Activity: Your answer is a number only: how many lines in the data below contain "from"?

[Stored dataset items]
[Start of section]
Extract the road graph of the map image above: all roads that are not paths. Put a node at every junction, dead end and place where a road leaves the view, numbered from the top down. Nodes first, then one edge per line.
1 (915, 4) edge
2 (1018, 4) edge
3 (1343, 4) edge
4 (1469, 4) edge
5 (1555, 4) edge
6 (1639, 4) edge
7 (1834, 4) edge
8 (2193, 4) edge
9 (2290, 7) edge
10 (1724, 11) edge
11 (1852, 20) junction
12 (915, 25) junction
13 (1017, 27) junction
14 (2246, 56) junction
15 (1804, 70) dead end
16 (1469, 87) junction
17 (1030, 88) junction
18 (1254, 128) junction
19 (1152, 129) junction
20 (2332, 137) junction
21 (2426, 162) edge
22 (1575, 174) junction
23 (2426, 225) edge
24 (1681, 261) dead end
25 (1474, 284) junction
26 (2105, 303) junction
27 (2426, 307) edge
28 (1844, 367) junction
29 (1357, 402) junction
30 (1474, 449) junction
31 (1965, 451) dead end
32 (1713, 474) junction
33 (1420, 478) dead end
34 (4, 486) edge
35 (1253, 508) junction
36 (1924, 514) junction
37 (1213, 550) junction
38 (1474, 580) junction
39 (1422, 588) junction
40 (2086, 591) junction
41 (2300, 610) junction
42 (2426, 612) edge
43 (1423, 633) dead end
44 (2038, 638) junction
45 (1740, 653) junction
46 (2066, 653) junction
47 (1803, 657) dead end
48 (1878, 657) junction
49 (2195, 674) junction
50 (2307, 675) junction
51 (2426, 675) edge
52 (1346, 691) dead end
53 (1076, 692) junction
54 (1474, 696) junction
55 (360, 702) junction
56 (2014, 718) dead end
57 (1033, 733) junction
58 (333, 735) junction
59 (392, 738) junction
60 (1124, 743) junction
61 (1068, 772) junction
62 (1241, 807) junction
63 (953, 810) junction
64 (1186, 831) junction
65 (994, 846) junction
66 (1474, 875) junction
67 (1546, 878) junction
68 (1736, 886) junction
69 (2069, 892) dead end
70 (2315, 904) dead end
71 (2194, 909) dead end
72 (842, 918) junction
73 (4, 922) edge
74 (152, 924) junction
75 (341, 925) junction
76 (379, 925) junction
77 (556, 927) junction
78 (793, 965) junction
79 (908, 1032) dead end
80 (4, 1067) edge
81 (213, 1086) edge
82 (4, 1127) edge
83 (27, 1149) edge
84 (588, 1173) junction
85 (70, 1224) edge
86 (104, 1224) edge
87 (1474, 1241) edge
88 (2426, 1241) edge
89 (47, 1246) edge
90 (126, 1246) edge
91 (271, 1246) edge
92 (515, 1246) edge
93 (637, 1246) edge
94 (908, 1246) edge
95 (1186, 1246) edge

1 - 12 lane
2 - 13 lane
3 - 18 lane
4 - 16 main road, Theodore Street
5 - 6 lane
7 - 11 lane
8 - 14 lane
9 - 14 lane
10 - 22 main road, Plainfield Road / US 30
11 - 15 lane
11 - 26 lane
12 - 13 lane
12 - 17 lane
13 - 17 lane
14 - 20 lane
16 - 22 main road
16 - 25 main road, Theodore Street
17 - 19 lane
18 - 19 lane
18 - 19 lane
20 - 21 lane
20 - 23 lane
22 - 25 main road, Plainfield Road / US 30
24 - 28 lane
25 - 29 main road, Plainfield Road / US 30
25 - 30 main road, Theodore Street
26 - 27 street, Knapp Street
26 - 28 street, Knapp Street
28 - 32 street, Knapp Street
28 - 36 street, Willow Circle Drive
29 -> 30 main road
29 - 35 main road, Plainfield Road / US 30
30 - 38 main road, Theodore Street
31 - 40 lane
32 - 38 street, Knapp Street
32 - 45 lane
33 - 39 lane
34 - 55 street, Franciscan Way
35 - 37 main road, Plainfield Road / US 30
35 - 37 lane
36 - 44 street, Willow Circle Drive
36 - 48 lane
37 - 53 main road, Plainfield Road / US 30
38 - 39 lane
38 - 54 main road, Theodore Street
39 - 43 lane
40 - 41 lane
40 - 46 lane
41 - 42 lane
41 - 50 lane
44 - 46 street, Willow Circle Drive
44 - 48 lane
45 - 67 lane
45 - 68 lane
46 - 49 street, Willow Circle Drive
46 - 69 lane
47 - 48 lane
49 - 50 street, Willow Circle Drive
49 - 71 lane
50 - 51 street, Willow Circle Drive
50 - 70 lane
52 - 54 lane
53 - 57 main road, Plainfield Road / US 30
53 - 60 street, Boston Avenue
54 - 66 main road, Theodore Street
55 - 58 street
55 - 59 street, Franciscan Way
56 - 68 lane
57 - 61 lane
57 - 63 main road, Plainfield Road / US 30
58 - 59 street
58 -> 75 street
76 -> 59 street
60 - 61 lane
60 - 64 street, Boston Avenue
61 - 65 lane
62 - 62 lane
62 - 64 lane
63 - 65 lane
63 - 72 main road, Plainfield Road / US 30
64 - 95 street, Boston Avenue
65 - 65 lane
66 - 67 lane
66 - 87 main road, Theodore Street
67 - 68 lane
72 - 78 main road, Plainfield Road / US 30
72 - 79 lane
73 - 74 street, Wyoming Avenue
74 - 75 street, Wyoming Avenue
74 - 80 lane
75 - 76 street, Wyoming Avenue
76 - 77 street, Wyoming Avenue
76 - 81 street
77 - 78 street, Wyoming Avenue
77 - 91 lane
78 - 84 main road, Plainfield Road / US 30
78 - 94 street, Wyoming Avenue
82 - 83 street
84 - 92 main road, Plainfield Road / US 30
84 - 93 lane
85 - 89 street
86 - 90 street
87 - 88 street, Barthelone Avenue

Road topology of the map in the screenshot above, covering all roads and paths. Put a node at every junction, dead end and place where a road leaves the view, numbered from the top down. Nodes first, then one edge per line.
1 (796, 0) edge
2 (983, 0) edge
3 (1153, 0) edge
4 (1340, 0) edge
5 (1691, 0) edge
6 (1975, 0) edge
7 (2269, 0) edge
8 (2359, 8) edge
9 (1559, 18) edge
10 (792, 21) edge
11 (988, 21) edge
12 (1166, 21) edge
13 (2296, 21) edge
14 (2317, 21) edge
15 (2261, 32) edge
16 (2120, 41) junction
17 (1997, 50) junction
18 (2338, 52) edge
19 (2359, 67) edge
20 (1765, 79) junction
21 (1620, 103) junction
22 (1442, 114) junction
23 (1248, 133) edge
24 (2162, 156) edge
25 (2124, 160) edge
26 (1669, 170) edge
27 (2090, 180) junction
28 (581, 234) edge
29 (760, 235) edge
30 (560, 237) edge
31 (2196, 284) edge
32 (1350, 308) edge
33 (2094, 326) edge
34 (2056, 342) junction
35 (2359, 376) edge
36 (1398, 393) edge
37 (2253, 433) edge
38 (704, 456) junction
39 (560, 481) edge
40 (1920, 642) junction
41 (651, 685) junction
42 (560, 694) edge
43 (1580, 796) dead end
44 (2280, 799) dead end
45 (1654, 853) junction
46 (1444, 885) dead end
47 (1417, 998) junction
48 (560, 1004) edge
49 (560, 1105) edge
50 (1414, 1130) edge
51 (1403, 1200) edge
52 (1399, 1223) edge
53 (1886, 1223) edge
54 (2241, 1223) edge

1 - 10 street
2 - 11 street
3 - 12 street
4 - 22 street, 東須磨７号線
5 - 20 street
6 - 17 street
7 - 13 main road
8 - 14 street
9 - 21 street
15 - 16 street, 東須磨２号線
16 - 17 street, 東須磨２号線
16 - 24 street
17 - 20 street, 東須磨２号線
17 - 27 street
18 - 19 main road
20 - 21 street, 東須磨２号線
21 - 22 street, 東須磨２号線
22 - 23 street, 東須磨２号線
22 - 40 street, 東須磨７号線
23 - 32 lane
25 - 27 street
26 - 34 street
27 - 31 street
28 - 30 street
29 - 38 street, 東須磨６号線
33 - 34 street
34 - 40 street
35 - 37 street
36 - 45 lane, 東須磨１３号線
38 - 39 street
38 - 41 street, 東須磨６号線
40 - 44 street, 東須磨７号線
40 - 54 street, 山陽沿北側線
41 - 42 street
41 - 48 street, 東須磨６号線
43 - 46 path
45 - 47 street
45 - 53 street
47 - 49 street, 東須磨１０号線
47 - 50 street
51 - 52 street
[End of section]
Task answer: 2